The Zionist Century | Concepts | Hityashvut

 

 

The Zionist Century - Concepts - Hityashvut

 

Zionism and hityashvut: new ideologies of settlement

It was the pioneers of the First Aliyah who built on the cornerstones laid by the founders of Petach Tikva and Gai Oni, developing a philosophy of hityashvut which would subsequently be expanded as one of the most central pillars of Zionism. Despite the fact that none of these settlers themselves came from an agricultural background, they developed an ideological approach to the Land which comprised a number of different aspects. For them, returning to the Land entailed the creation of a base to serve others after themselves.

Redeeming the Land

· They saw themselves as the vanguard of a Jewish people returning to the Land, thus overturning the aforementioned passive concept whereby the decision for the People to come back was perceived as being in the Divine realm. The names that the newcomers gave their settlements, names like Rishon LeTzion (the first to Zion), Rosh Pinah (cornerstone) and Yesud HaMaalah (the beginning of the going-up), clearly illustrated their conception of their role.

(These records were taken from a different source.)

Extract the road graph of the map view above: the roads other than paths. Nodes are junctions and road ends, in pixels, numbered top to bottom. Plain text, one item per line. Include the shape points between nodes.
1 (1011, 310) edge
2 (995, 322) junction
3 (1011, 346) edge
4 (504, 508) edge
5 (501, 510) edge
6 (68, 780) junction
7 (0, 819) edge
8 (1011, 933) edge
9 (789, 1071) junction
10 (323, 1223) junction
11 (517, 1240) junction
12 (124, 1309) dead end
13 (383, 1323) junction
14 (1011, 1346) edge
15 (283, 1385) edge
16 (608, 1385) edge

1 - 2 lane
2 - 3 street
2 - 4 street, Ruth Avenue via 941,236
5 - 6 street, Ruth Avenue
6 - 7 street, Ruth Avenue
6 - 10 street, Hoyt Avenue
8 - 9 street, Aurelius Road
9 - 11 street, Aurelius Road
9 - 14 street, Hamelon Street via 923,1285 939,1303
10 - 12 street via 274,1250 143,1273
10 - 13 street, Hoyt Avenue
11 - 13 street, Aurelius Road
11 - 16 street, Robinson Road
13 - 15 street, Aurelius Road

· Moreover, the people of the First Aliyah saw themselves as continuing the biblical and post-biblical tradition of Jewish farming as reflected in the biblical and Rabbinic literature. In addition, as a primarily religious group, they saw that it would be possible to fulfil the various halachot (Jewish laws) that were connected with the farming of the Land but which had fallen into neglect over time.

· Finally, since in the lands of the Galut, it was usually forbidden for Jews to own or even to farm land, they believed that in the Land of Israel, the Jewish Land as they saw it, Jews had to be free to do those things that had been forbidden them in the countries which they did not control. To that extent, farming the soil was an expression of being a free People in charge of their own fate in their own Land, a value that they felt strongly.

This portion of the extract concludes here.